No recurso, alegou-se que o tribunal de origem, ao considerar a Constituição como o início da desvinculação, afrontou jurisprudência pacífica dos tribunais superiores.

Em seu voto, o relator, ministro Villas Bôas Cueva, explicou que desde 1975 o governo federal, na tentativa de frear a inflação, editou normas instituindo novo regime monetário para desvincular a economia baseada no salário mínimo como fator de reajustes e instituir, em seu lugar, a Obrigação Reajustável do Tesouro Nacional (ORTN).

No caso específico dos planos de previdência privada, o magistrado ressaltou que, com a edição da Lei 6.435/77, os reajustes dos benefícios também poderiam ocorrer de acordo com outro índice previamente aprovado pelo órgão normativo competente.

Índices substitutos

O ministro afirmou que, em consonância com a jurisprudência do Supremo Tribunal Federal, a mudança do parâmetro de reajuste dos benefícios não fere direito adquirido do beneficiário. Portanto, ele não tem direito à manutenção do salário mínimo como índice de correção, mas sim ao índice adotado pela legislação em vigor no momento do recebimento.

“O assistido possui direito adquirido ao benefício previdenciário complementar em si mesmo e à efetiva atualização monetária de seu valor, mas não a determinado índice de correção monetária. A substituição de um indexador por outro é possível desde que idôneo para medir a inflação, recompondo a obrigação contratada”, disse Villas Bôas Cueva.
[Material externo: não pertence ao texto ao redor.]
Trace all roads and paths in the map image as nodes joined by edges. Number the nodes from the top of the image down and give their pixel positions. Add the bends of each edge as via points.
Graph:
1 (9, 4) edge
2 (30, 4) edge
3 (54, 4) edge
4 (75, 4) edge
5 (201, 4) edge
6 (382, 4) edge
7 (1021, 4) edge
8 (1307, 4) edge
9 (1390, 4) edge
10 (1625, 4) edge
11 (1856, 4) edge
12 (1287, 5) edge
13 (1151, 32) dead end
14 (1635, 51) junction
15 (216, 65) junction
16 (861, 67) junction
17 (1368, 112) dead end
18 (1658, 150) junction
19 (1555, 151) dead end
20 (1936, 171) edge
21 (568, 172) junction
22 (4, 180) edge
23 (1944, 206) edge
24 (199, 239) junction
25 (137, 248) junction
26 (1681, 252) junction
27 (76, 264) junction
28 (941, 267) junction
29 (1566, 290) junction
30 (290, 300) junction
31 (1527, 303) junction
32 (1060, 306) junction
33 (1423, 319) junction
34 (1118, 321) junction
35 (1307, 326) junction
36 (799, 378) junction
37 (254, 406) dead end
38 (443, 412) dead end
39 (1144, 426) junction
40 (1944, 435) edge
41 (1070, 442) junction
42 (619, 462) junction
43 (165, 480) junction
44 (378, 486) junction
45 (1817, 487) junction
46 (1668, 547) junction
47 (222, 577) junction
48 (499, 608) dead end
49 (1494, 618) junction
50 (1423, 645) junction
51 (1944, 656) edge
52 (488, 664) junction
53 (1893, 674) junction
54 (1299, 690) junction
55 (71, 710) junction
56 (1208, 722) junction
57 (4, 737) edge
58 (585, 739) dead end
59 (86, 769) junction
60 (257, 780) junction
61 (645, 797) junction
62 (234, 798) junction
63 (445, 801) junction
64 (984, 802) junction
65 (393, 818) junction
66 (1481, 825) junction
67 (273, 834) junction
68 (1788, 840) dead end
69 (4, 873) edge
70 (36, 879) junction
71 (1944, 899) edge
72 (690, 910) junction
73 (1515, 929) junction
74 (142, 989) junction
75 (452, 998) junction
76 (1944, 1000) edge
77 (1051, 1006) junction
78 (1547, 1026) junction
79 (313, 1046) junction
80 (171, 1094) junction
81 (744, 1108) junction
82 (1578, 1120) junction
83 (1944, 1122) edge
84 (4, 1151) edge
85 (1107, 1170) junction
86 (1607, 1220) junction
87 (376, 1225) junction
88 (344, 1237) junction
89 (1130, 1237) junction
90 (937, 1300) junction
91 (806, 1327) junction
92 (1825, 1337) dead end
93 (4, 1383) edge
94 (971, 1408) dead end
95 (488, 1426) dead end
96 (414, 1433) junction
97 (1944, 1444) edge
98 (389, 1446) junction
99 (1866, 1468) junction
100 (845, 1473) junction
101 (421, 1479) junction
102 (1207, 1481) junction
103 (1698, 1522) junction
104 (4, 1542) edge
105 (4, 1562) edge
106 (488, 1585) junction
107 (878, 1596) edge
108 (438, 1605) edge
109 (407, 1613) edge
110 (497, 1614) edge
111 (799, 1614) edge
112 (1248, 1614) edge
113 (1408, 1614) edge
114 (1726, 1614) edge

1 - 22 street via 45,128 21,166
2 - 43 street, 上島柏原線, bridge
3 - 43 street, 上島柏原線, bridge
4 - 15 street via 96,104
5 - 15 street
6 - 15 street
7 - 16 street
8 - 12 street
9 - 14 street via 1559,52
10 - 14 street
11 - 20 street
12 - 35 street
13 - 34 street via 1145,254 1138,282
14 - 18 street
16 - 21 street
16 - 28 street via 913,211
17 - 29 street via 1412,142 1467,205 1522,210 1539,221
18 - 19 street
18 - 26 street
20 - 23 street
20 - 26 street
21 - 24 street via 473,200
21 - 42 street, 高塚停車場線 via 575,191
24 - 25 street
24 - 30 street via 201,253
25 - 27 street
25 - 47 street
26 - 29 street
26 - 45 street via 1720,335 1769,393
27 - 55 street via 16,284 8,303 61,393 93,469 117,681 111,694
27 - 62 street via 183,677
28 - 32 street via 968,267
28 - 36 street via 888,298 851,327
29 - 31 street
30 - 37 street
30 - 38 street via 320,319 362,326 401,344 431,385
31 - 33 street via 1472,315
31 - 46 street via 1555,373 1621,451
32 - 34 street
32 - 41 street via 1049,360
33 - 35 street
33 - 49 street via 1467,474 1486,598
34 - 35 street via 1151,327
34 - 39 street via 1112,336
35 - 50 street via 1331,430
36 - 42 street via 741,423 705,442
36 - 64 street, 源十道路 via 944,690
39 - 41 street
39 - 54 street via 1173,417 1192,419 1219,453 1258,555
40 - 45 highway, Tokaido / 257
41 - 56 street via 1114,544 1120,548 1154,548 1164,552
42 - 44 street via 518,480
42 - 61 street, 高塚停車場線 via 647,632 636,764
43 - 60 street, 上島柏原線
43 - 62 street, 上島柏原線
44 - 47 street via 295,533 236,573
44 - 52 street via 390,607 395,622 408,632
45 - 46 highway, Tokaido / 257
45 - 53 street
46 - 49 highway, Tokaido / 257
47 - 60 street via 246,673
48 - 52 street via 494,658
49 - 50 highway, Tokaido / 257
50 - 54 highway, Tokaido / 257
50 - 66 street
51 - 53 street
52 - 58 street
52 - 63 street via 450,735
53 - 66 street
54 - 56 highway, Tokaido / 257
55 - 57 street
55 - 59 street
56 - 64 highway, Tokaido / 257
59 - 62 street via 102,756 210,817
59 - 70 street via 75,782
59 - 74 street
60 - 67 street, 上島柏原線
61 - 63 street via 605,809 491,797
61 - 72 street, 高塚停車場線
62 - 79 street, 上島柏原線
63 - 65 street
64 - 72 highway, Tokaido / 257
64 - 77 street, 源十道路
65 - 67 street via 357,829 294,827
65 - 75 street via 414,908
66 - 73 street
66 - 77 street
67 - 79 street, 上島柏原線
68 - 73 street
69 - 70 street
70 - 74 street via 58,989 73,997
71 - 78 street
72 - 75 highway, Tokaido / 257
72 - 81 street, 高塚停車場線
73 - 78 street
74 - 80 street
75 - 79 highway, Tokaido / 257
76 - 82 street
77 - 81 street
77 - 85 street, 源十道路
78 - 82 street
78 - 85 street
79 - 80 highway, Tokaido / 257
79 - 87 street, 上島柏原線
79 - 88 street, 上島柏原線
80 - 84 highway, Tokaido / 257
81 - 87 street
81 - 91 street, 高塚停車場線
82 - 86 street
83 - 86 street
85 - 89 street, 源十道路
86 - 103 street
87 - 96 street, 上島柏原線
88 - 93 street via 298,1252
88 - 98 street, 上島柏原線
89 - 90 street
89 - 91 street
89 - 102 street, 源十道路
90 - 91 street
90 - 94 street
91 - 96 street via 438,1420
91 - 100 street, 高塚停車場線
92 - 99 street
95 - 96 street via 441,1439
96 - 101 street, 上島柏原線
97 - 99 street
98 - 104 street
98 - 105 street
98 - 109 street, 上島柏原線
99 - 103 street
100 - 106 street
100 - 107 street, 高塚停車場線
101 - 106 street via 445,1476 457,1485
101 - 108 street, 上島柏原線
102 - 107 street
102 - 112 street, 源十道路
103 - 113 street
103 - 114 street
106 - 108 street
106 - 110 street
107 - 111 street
Segundo o ministro, “com a vedação legal da utilização do salário mínimo como fator de correção monetária para os benefícios da previdência privada (advento da Lei 6.435/77), devem ser aplicados em substituição os índices estipulados, ao longo dos anos, pelos órgãos do Sistema Nacional de Seguros Privados, sobretudo para os contratos de previdência privada aberta: na ordem, ORTN, OTN, IPC, BTN e TR. Após o reconhecimento da inadequação da TR para corrigir tais benefícios, deve ser adotado um Índice Geral de Preços de ampla publicidade.”

“A lei que modifica o regime monetário e a economia nacionais possui natureza institucional e estatutária, o que justifica a sua incidência imediata, inclusive em contratos em curso de execução”, concluiu o relator.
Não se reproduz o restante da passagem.